Le Tesla distrutte richiedono prezzi elevati per il recupero.

Molti siti specializzati nell’automotive e gli analisti del settore forniscono dati sulle vendite di veicoli elettrici nuovi e usati, ma cosa succede ai veicoli elettrici danneggiati in caso di perdita totale?
A Better Bid, un’agenzia d’asta con sede in Florida che offre agli acquirenti l’accesso a aste di veicoli danneggiati o con regolare titolo di proprietà, ha reso pubblici dati interni che rivelano alcune tendenze interessanti.
Dal 2019 il numero di annunci relativi a Tesla è aumentato di sette volte, e l’azienda osserva che questi veicoli “smentiscono i tradizionali criteri di valutazione dei veicoli danneggiati”. Il prezzo medio di vendita per una Tesla distrutta è di 10.700 dollari, quasi il triplo del valore medio su tutta la piattaforma, che è di 3.850 dollari. “Spinti dalla domanda globale per moduli batteria intatti, unità di trazione elettrica e tecnologie riutilizzabili, i professionisti incaricati della ricostruzione e gli specialisti dei veicoli elettrici considerano questi rottami come vere miniere d’oro piuttosto che scarti metallici”, ci spiega l’azienda.
Il mercato delle auto elettriche di seconda mano è “effettivamente un ecosistema a marchio unico”. Solo poche auto recuperate da produttori concorrenti di veicoli elettrici come Rivian, Polestar e Lucid vengono messe all’asta.
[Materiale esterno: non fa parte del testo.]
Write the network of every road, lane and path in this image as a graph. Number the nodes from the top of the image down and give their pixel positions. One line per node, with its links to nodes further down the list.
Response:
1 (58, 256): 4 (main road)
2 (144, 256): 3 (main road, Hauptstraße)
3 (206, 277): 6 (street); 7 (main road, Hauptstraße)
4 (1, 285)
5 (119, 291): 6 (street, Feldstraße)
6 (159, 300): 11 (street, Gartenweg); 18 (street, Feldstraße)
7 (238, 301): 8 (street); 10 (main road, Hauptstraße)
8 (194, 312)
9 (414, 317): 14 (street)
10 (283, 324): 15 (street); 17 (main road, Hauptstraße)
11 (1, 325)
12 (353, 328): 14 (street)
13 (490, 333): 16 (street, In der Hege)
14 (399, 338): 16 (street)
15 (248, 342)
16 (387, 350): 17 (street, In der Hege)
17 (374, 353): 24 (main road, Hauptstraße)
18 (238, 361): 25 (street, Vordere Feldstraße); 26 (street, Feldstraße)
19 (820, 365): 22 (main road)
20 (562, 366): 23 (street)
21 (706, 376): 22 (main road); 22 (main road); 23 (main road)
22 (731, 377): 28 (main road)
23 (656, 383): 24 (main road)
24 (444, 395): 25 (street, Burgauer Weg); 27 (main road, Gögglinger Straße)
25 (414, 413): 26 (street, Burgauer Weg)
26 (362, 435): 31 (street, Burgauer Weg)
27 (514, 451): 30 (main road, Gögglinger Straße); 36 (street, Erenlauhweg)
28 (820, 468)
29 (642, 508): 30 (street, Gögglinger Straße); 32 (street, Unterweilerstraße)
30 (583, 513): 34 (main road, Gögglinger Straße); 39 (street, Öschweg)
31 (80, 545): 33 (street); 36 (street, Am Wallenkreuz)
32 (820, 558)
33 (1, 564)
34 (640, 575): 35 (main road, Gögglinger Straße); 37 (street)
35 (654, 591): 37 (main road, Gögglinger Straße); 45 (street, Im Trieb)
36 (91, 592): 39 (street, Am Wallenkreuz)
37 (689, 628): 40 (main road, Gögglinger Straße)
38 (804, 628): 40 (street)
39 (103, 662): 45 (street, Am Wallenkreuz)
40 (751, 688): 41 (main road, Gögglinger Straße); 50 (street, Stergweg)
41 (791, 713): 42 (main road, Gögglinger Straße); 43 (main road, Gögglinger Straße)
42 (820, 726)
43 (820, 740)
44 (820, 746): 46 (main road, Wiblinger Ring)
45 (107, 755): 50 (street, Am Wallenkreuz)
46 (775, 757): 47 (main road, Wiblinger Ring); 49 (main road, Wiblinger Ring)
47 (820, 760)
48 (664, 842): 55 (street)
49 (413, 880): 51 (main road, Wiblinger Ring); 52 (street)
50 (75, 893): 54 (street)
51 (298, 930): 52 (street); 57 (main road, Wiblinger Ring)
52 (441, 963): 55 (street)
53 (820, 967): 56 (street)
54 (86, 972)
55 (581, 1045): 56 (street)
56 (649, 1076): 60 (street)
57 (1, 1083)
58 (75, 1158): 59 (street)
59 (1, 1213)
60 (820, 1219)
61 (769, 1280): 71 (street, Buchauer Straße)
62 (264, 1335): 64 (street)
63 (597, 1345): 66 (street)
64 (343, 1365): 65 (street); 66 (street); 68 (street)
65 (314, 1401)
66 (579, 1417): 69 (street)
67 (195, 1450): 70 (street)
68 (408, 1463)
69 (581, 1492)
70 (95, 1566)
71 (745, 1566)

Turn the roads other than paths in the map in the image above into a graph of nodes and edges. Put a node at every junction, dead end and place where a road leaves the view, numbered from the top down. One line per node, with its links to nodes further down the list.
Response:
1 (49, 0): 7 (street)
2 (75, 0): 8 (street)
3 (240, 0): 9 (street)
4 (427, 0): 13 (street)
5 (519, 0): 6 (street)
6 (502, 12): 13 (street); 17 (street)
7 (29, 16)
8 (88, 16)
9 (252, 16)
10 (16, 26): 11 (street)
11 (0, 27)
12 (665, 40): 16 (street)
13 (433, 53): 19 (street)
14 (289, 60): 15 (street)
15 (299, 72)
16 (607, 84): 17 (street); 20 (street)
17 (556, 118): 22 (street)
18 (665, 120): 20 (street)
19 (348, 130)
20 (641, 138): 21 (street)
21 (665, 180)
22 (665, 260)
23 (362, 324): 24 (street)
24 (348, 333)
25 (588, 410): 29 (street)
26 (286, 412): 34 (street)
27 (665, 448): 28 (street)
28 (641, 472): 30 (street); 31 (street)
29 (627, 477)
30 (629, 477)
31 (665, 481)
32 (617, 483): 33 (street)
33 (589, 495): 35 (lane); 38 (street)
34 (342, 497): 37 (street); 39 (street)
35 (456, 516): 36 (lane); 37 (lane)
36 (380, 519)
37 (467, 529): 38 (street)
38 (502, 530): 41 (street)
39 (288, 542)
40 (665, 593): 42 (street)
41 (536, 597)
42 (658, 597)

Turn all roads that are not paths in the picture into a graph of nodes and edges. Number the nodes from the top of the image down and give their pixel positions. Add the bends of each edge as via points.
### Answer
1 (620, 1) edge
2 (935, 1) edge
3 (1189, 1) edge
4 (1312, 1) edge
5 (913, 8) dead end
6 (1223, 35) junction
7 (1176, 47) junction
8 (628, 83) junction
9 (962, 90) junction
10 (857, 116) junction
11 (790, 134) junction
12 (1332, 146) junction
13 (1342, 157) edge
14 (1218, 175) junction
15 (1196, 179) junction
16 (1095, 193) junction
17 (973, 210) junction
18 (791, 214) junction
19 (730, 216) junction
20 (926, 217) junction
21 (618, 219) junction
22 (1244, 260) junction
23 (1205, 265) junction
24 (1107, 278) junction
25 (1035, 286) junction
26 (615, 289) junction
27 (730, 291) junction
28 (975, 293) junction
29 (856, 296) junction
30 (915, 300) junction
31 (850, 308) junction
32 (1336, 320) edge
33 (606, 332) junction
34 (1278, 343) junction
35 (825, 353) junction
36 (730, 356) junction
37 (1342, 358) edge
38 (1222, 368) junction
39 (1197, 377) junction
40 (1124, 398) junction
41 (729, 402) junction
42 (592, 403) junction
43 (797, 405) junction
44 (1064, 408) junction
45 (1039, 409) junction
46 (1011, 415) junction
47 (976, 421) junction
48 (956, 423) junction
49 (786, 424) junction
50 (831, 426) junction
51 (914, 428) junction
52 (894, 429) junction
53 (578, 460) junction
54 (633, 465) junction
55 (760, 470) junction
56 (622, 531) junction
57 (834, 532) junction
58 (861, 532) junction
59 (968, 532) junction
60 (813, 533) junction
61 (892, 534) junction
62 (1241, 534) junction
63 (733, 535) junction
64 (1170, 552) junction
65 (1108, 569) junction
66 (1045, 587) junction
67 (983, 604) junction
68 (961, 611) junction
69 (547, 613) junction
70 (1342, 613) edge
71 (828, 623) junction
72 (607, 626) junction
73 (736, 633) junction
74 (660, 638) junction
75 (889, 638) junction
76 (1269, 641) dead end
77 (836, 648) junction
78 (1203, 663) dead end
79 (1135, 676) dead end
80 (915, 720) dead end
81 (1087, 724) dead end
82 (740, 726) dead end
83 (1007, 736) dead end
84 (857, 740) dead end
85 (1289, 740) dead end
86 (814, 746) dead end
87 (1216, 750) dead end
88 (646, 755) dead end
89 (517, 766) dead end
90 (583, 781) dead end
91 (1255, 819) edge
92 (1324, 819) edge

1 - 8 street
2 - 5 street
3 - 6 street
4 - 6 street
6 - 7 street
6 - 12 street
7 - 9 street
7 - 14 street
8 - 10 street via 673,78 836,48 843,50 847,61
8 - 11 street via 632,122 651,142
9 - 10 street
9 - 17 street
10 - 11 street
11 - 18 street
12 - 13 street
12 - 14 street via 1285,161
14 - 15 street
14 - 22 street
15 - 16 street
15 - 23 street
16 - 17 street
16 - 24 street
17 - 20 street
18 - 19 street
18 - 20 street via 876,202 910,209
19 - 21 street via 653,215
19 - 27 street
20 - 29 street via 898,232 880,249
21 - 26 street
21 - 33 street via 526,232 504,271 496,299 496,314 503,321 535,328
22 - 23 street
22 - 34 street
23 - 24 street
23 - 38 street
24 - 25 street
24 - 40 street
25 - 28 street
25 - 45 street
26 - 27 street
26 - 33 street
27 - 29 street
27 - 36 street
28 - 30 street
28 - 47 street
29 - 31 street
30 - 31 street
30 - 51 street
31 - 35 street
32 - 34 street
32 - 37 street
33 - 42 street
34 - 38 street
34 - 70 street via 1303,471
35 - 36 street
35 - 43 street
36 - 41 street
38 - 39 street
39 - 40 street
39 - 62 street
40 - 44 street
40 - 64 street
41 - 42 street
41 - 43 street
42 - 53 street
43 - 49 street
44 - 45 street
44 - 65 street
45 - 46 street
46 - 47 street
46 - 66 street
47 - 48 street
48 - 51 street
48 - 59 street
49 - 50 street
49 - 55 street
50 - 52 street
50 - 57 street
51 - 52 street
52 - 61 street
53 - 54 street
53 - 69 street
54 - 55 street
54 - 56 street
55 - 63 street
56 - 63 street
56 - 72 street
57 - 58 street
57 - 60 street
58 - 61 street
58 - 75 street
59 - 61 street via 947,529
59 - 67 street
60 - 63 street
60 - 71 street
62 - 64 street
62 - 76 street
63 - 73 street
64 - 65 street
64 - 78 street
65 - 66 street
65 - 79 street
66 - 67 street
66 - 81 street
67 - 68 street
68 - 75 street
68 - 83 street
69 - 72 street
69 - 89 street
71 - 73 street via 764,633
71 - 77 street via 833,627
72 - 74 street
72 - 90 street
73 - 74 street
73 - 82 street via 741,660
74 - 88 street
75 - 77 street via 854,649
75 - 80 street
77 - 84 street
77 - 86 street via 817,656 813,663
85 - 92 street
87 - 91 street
I dati rivelano inoltre la struttura tipica degli incidenti con veicoli elettrici. Le collisioni frontali costituiscono la maggior parte degli esemplari presenti, con 162 su un totale di 367 veicoli Tesla registrati. Le collisioni posteriori hanno interessato 75 veicoli, mentre quelle laterali ne hanno interessati 32. Ammaccature e graffi lievi sono presenti in 29 veicoli, seguiti da danni causati da allagamenti, danni generalizzati e grandine.